Os cinco Estados-Membros mais especializados em 2025 foram:
| País | RSCA | RCA | Quota na produção EU | Quota nas exportações EU |
|---|---|---|---|---|
| Lituânia | 0,727 | 6,33 | 3,9% | 0,6% |
| Áustria | 0,553 | 3,47 | 11,5% | 3,3% |
| Dinamarca | 0,483 | 2,87 | 4,9% | 1,7% |
| Polónia | 0,367 | 2,16 | 14,4% | 6,6% |
| Finlândia | 0,191 | 1,47 | 1,5% | 1,0% |
A Áustria e a Polónia dominam a produção europeia (combinando 25,9% do total), mas a especialização exportadora relativa é mais pronunciada nos países bálticos e nórdicos.
A intensidade comercial e a propensão exportadora atingiram máximos históricos
Os indicadores de autonomia e vulnerabilidade confirmam a crescente exposição externa do setor:
| Indicador | 2015 | 2025 | Variação |
|---|---|---|---|
| Intensidade comercial (%) | 58,1 | 73,8 | +27,0% |
| Propensão exportadora (%) | 42,5 | 60,5 | +42,3% |
| Dependência líquida de importações (%) | -5,5 | -10,6 | -92,0% |
A propensão exportadora (quota das exportações na produção total) é o indicador de maior saliência, subindo de 42,5% para 60,5%, o que indica que a indústria europeia de pregos e tachas tornou-se progressivamente mais orientada para a exportação. Simultaneamente, a dependência líquida de importações (que permanece negativa, indicando superavit estrutural) duplicou em magnitude absoluta, sugerindo que, embora a UE continue a ser exportadora líquida, o seu superavit está a ser gradualmente erodido pela concorrência externa, sobretudo asiática.
Conclusão
O período 2015–2025 foi marcado por três tendências estruturais no mercado europeu de pregos e tachas (CN 7317): (1) a erosão progressiva da balança comercial, que passou de um superavit confortável de 32 milhões de euros para um equilíbrio precário de 5,5 milhões; (2) a reconfiguração das cadeias de abastecimento, com a eliminação dos fornecedores bielorrusso e russo e a consolidação da China como fornecedor dominante; e (3) a reestruturação interna da produção europeia, que sacrificou volume em favor de valor acrescentado.

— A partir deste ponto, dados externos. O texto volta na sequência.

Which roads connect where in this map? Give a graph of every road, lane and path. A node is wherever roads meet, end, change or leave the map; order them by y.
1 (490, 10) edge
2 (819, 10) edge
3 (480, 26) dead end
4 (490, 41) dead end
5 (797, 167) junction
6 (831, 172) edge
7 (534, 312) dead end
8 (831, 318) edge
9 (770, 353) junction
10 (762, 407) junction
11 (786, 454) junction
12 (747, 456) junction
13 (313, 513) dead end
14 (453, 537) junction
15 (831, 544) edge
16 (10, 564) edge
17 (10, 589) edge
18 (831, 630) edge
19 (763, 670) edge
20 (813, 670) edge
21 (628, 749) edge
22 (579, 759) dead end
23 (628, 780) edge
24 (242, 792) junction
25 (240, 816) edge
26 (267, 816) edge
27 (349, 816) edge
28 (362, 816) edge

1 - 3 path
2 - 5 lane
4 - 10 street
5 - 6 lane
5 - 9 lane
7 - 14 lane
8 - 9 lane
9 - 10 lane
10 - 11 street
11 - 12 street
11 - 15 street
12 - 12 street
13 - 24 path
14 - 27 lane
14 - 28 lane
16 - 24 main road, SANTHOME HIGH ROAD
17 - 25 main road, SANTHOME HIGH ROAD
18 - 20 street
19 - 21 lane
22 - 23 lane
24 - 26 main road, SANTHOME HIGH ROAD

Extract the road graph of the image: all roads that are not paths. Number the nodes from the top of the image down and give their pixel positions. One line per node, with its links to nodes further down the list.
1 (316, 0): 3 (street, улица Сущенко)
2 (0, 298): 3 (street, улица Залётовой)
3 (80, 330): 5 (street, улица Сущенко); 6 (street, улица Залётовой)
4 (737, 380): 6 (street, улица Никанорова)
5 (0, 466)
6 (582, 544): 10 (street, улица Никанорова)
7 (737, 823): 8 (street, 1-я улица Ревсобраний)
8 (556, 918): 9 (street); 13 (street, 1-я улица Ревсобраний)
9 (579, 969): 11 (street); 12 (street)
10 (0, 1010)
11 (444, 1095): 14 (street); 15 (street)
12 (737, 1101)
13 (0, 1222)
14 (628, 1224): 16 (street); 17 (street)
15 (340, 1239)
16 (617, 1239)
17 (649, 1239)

O ano de 2022 constituiu o ponto de inflexão mais significativo, quando a conjugação da crise energética, da retoma pós-pandémica e das sanções à Rússia/Bielorrússia provocou um pico histórico de importações e um défice comercial temporário. A resposta do setor incluiu a diversificação para fornecedores turcos e ucranianos e o crescimento excecional das exportações para os Estados Unidos.
A crescente especialização de Estados-Membros como a Lituânia, a Áustria e a Dinamarca sugere que a indústria europeia está a encontrar nichos competitivos sustentáveis. No entanto, a forte dependência das importações chinesas (com um HHI de importações a subir para 3 553) constitui um fator de vulnerabilidade que merece monitorização, especialmente num contexto de crescentes tensões comerciais globais e de eventuais medidas protecionistas.